Упоминал Бабёф в числе своих предшественников и Робеспьера с Сен-Жюстом{267}. Теперь они удостаивались его исключительно положительных оценок. От осторожного одобрения отдельных аспектов политики якобинцев Бабёф перешел теперь к их откровенной апологии. Очевидно, эволюция его отношения к этой «партии» не ускользнула от внимания критиков: в примечании к одному из номеров «Трибуна народа» автор счел нужным ответить на обвинения Лебуа в идейном непостоянстве: «Я будто бы громогласно обвинял якобинцев, говорит он, а потом я же их защищал. Я нападал на якобинцев, которые после 9 термидора не хотели требовать вместе со мною и с Электоральным клубом немедленного введения в действие Конституции 93 года... Я стал защищать якобинцев, когда они выступили с этим требованием, хотя было уже поздно»{268}.
Попытался Бабёф оправдать и перемену своего отношения к палачу Арраса Ж. Лебону: «Мне доказали, что Лебон был справедливым мстителем за угнетенный народ»{269}.
Впрочем, эти публичные разъяснения все равно не выявляют исчерпывающим образом причин эволюции отношения Бабёфа к якобинцам. Куда более откровенно его частное письмо к Ж. Бодсону, товарищу по Электоральному клубу и будущему деятелю заговора «равных». Это письмо, написанное 28 февраля 1796 г. (9 вантоза IV года) посвящено именно проблеме взаимоотношений с наследниками политических группировок времен Конвента. Оттуда и взята излюбленная советской историографией цитата, ставшая весьма популярной и тиражировавшаяся вплоть до детских книг, о «дьявольски хорошо задуманном диктаторском правлении» робеспьеристов{270}. Однако представляется, что в этом документе есть гораздо более интересные фрагменты, в отрыве от которых рассматривать приведенную цитату было бы совершенно неразумно. «Мое отношение к принципам нисколько не изменилось, но изменилось отношение к некоторым людям»{271}, - признавал Бабёф в упомянутом письме перед тем, как похвалить правление якобинцев. Иначе говоря, он подчеркивал, что не стал одним из них, остался, как и раньше, при своих коммунистических убеждениях, но понял, что робеспьеристы могут быть его стратегическими союзниками.
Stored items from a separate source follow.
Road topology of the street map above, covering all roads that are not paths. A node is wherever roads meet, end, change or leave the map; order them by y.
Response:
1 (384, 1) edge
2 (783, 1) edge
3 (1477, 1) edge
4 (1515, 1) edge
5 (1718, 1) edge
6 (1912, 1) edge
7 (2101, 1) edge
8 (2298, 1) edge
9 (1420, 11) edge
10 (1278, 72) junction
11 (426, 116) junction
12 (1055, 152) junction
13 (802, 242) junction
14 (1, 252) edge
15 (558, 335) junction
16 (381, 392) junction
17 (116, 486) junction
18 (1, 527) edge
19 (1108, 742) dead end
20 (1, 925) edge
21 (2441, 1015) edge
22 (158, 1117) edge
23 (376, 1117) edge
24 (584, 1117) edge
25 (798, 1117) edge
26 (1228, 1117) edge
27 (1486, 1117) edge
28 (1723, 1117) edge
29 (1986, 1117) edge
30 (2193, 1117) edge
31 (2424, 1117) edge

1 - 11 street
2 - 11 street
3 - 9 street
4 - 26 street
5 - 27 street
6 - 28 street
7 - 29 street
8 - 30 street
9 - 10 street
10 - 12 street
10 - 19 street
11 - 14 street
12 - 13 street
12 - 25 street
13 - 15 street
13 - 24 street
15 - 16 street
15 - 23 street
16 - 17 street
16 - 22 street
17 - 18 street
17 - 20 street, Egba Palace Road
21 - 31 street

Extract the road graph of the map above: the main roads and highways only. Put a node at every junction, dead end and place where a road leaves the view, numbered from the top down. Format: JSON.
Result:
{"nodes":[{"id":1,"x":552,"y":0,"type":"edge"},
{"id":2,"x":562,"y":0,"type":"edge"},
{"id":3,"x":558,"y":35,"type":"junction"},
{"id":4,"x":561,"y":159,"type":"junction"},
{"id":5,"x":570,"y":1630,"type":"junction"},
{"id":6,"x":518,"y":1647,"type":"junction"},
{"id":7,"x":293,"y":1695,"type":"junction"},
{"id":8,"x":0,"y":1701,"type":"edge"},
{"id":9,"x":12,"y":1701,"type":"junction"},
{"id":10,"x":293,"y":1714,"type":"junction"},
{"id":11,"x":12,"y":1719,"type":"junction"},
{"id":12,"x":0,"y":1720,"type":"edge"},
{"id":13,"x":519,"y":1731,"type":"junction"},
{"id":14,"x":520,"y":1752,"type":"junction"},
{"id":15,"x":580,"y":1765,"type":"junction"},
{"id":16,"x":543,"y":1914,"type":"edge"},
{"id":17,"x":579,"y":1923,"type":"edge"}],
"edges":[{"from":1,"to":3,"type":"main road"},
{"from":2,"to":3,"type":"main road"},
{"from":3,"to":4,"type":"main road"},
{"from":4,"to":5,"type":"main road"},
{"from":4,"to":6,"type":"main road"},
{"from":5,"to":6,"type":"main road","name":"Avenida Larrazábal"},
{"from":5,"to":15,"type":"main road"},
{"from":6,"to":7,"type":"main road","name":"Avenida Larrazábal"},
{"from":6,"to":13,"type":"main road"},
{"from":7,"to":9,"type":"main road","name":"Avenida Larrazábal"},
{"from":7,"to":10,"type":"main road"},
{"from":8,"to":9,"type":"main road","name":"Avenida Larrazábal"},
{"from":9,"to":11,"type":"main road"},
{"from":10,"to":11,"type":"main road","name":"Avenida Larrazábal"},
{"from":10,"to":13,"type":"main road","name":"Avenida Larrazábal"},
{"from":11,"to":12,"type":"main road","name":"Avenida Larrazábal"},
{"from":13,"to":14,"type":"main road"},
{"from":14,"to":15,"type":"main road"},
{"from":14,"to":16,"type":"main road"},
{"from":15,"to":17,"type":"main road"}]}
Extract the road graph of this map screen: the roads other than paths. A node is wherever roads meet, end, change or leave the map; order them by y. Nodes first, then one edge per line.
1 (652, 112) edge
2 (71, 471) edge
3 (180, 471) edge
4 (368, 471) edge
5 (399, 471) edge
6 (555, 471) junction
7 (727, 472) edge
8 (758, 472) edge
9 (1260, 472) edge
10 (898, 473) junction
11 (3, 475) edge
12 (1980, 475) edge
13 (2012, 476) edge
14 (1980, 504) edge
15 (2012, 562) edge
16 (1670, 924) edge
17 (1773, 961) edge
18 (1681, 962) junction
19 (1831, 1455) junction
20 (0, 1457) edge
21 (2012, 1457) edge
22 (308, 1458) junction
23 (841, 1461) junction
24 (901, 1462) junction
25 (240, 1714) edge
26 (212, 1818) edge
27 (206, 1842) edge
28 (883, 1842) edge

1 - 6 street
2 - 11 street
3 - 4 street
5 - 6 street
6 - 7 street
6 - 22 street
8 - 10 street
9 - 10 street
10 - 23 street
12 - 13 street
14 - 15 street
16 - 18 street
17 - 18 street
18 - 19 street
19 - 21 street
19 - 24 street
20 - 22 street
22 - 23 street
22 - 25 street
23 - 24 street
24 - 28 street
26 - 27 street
Далее Бабёф объяснял Бодсону, почему считает полезным использовать имена Сен-Жюста и Робеспьера для обоснования своей доктрины: «Во-первых, <...> полезно показать, что мы не выдумываем ничего нового, что мы лишь следуем за первыми великодушными защитниками народа <...> И, во-вторых, воззвать к Робеспьеру - значит, разбудить всех энергичных патриотов Республики, а с ними и народ, некогда слушавший только их и следовавший только за ними»{272}.
Существует еще одна расхожая цитата из письма к Бодсону: «Робеспьеризм это демократия, и два эти слова совершенно тождественны»{273}. Но взглянем, какие слова идут перед этими: «Эбертизм, по сути дела, существует только в Париже, и приверженцы его малочисленны, да и то он держится только на помочах. Робеспьеризм же распространен во всей Республике, среди всех разумных и проницательных людей и, естественно, во всем народе»{274}.
Таким образом, Бабёф сознавал и признавал, что использует имена героев II года для привлечения их поклонников на свою сторону и одобряет якобинизм прежде всего из соображений политической выгоды, а также в качестве «исторического» обоснования своего проекта совершенного равенства.
Разумеется, подобная тактика не была бы возможной, если бы Бабёф не усматривал действительной близости между своей и якобинской программами. Теперь к чертам сходства, отмеченным в предыдущей главе, добавилось и еще одно - признание необходимости революционной диктатуры. Высказывания Бабёфа о народе-ребенке, нуждающемся в учителе, о неспособности масс самостоятельно выбрать разумный путь развития страны, об особой роли вождей - все это составляющие учения о диктатуре. Стоит обратить внимание и на то, что во фрагментах письма, приведенных выше, Бабёф отделял народ от «патриотов» и «разумных людей». Наконец, все в том же письме Гракх отметил, что, по его мнению, благая цель революции оправдывает ее насильственные методы: «Спасению 25 млн человек нельзя противопоставить заботу о нескольких сомнительных личностях. Возродитель нации должен видеть вещи в широкой перспективе. Он должен косить на своем пути все, что ему мешает, что загромождает этот путь, все, что может затруднить скорейшее достижение цели, которую он себе поставил»{275}.
Итак, от осуждения террора Бабёф перешел к признанию его необходимости. От желания создавать газету вместе с народом - к мысли о его неспособности ориентироваться в политике. От призыва немедленно ввести в действие Конституцию 1793 г. и демократические свободы - к идее диктатуры и ощущению себя вождем, занимающим особое положение.